## [WHAT YOU HAVE TO DO]
In the listing below, locate the lines bearing the word "Circle". Copy every one of them.

##### DATA FOR THIS TASK #####

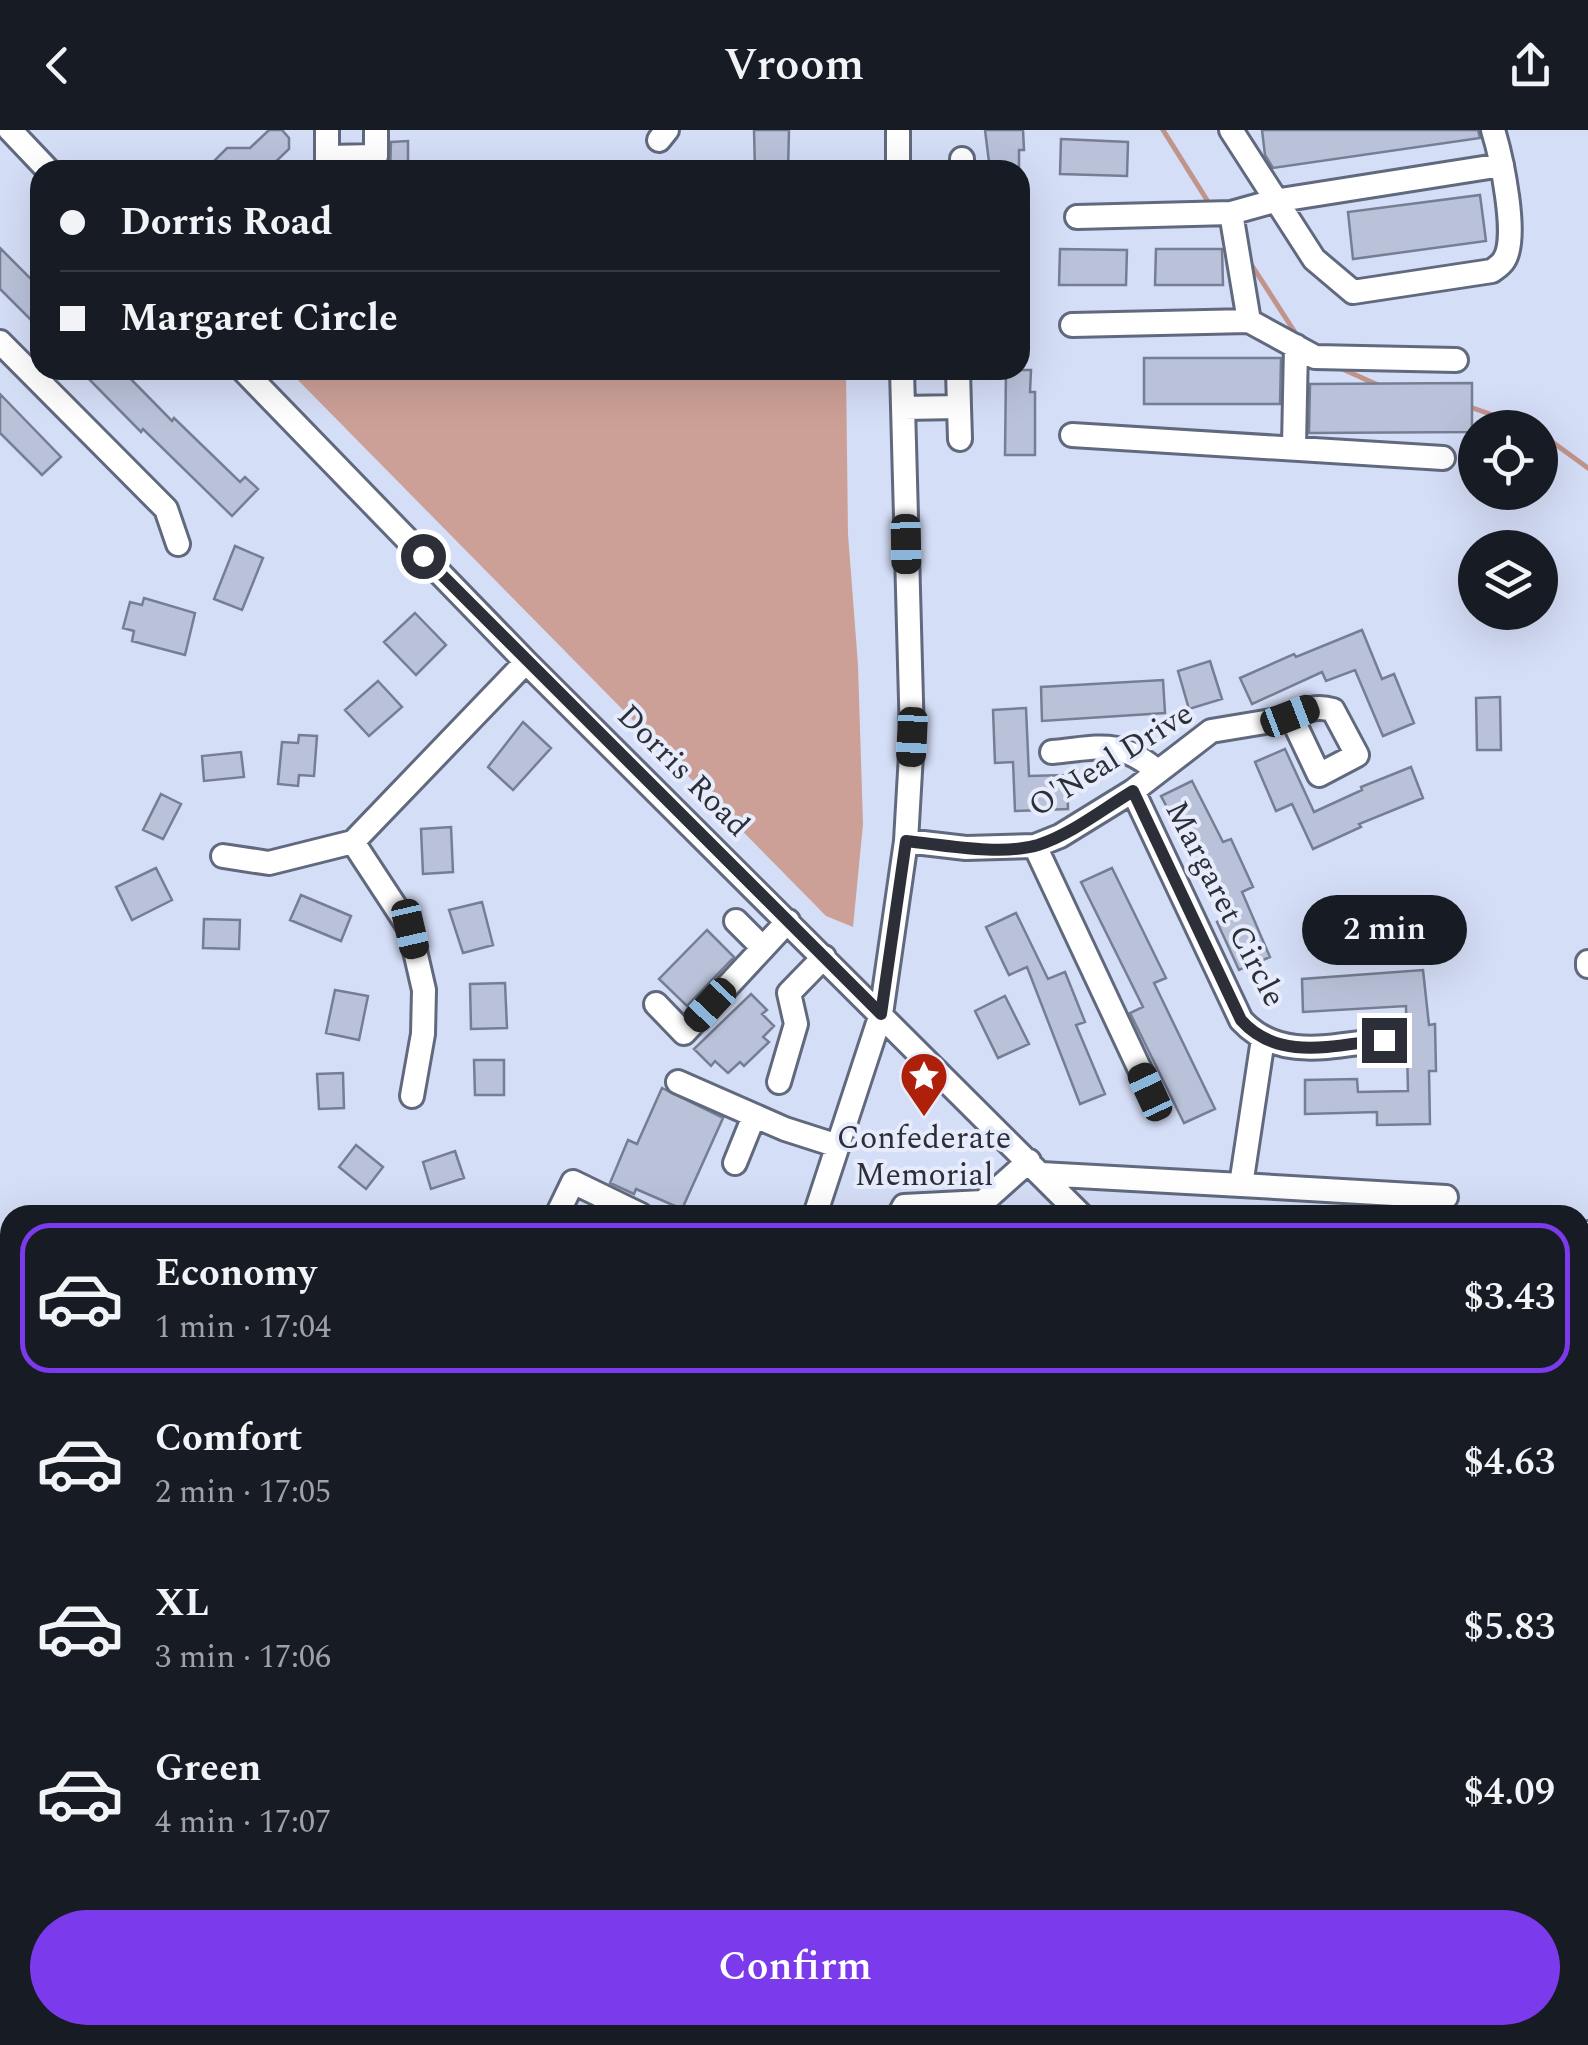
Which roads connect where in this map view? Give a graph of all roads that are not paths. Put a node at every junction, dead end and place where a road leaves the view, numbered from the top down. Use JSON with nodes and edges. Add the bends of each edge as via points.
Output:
{"nodes":[{"id":1,"x":10,"y":130,"type":"edge"},
{"id":2,"x":327,"y":130,"type":"edge"},
{"id":3,"x":376,"y":130,"type":"edge"},
{"id":4,"x":898,"y":130,"type":"edge"},
{"id":5,"x":1231,"y":130,"type":"edge"},
{"id":6,"x":1493,"y":130,"type":"edge"},
{"id":7,"x":38,"y":160,"type":"edge"},
{"id":8,"x":327,"y":160,"type":"edge"},
{"id":9,"x":348,"y":160,"type":"edge"},
{"id":10,"x":898,"y":160,"type":"edge"},
{"id":11,"x":1502,"y":165,"type":"junction"},
{"id":12,"x":1274,"y":201,"type":"junction"},
{"id":13,"x":1232,"y":214,"type":"junction"},
{"id":14,"x":1077,"y":217,"type":"dead end"},
{"id":15,"x":1250,"y":321,"type":"junction"},
{"id":16,"x":1072,"y":325,"type":"dead end"},
{"id":17,"x":0,"y":342,"type":"edge"},
{"id":18,"x":1296,"y":346,"type":"junction"},
{"id":19,"x":1456,"y":360,"type":"dead end"},
{"id":20,"x":30,"y":372,"type":"edge"},
{"id":21,"x":38,"y":380,"type":"edge"},
{"id":22,"x":253,"y":380,"type":"edge"},
{"id":23,"x":902,"y":380,"type":"edge"},
{"id":24,"x":958,"y":380,"type":"edge"},
{"id":25,"x":959,"y":407,"type":"junction"},
{"id":26,"x":903,"y":408,"type":"junction"},
{"id":27,"x":1072,"y":435,"type":"dead end"},
{"id":28,"x":960,"y":439,"type":"dead end"},
{"id":29,"x":1294,"y":446,"type":"junction"},
{"id":30,"x":1443,"y":458,"type":"dead end"},
{"id":31,"x":178,"y":544,"type":"dead end"},
{"id":32,"x":526,"y":662,"type":"junction"},
{"id":33,"x":1290,"y":716,"type":"dead end"},
{"id":34,"x":1052,"y":752,"type":"dead end"},
{"id":35,"x":1157,"y":771,"type":"junction"},
{"id":36,"x":1133,"y":791,"type":"junction"},
{"id":37,"x":906,"y":841,"type":"junction"},
{"id":38,"x":353,"y":842,"type":"junction"},
{"id":39,"x":1034,"y":846,"type":"junction"},
{"id":40,"x":223,"y":856,"type":"dead end"},
{"id":41,"x":736,"y":921,"type":"dead end"},
{"id":42,"x":788,"y":922,"type":"junction"},
{"id":43,"x":763,"y":948,"type":"junction"},
{"id":44,"x":824,"y":958,"type":"junction"},
{"id":45,"x":656,"y":1004,"type":"dead end"},
{"id":46,"x":881,"y":1014,"type":"junction"},
{"id":47,"x":1264,"y":1039,"type":"junction"},
{"id":48,"x":1384,"y":1040,"type":"dead end"},
{"id":49,"x":678,"y":1082,"type":"dead end"},
{"id":50,"x":779,"y":1082,"type":"dead end"},
{"id":51,"x":1150,"y":1092,"type":"dead end"},
{"id":52,"x":412,"y":1096,"type":"dead end"},
{"id":53,"x":754,"y":1116,"type":"junction"},
{"id":54,"x":838,"y":1146,"type":"junction"},
{"id":55,"x":735,"y":1163,"type":"dead end"},
{"id":56,"x":1035,"y":1167,"type":"junction"},
{"id":57,"x":1241,"y":1185,"type":"junction"},
{"id":58,"x":1446,"y":1197,"type":"dead end"},
{"id":59,"x":562,"y":1205,"type":"edge"},
{"id":60,"x":620,"y":1205,"type":"edge"},
{"id":61,"x":818,"y":1205,"type":"edge"},
{"id":62,"x":985,"y":1205,"type":"edge"},
{"id":63,"x":1071,"y":1205,"type":"edge"}],
"edges":[{"from":1,"to":7,"type":"street"},
{"from":2,"to":8,"type":"street"},
{"from":3,"to":9,"type":"street","via":[[376,156]]},
{"from":4,"to":10,"type":"street"},
{"from":5,"to":12,"type":"street"},
{"from":6,"to":11,"type":"street"},
{"from":11,"to":12,"type":"street"},
{"from":11,"to":12,"type":"street","via":[[1510,242],[1505,260],[1492,271],[1352,292],[1314,259]]},
{"from":12,"to":13,"type":"street"},
{"from":13,"to":14,"type":"street"},
{"from":13,"to":15,"type":"street"},
{"from":15,"to":16,"type":"street"},
{"from":15,"to":18,"type":"street"},
{"from":17,"to":20,"type":"street"},
{"from":18,"to":19,"type":"street","via":[[1315,357]]},
{"from":18,"to":29,"type":"street"},
{"from":21,"to":31,"type":"street","via":[[166,509]]},
{"from":22,"to":32,"type":"street","name":"Dorris Road"},
{"from":23,"to":26,"type":"street"},
{"from":24,"to":25,"type":"street"},
{"from":25,"to":26,"type":"street"},
{"from":25,"to":28,"type":"street"},
{"from":26,"to":37,"type":"street","via":[[912,737]]},
{"from":27,"to":29,"type":"street"},
{"from":29,"to":30,"type":"street"},
{"from":32,"to":38,"type":"street"},
{"from":32,"to":42,"type":"street","name":"Dorris Road"},
{"from":33,"to":35,"type":"street","name":"O'Neal Drive","via":[[1211,731]]},
{"from":34,"to":35,"type":"street","via":[[1117,746]]},
{"from":35,"to":36,"type":"street","name":"O'Neal Drive"},
{"from":36,"to":39,"type":"street","name":"O'Neal Drive"},
{"from":36,"to":47,"type":"street","name":"Margaret Circle","via":[[1241,1020]]},
{"from":37,"to":39,"type":"street","name":"O'Neal Drive"},
{"from":37,"to":46,"type":"street"},
{"from":38,"to":40,"type":"street","via":[[269,863]]},
{"from":38,"to":52,"type":"street","via":[[410,929],[424,990]]},
{"from":39,"to":51,"type":"street"},
{"from":41,"to":43,"type":"street"},
{"from":42,"to":43,"type":"street"},
{"from":42,"to":44,"type":"street","name":"Dorris Road"},
{"from":43,"to":45,"type":"street","via":[[684,1033]]},
{"from":44,"to":46,"type":"street","name":"Dorris Road"},
{"from":44,"to":50,"type":"street","via":[[788,993],[796,1024]]},
{"from":46,"to":54,"type":"street"},
{"from":46,"to":56,"type":"street","name":"Dorris Road"},
{"from":47,"to":48,"type":"street","name":"Margaret Circle","via":[[1304,1048]]},
{"from":47,"to":57,"type":"street"},
{"from":49,"to":53,"type":"street"},
{"from":53,"to":54,"type":"street"},
{"from":53,"to":55,"type":"street"},
{"from":54,"to":61,"type":"street"},
{"from":56,"to":57,"type":"street"},
{"from":56,"to":62,"type":"street"},
{"from":56,"to":63,"type":"street","name":"Dorris Road"},
{"from":57,"to":58,"type":"street"},
{"from":59,"to":60,"type":"street","via":[[573,1182]]}]}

#####

## [OUTPUT BELOW]
{"from":36,"to":47,"type":"street","name":"Margaret Circle","via":[[1241,1020]]},
{"from":47,"to":48,"type":"street","name":"Margaret Circle","via":[[1304,1048]]},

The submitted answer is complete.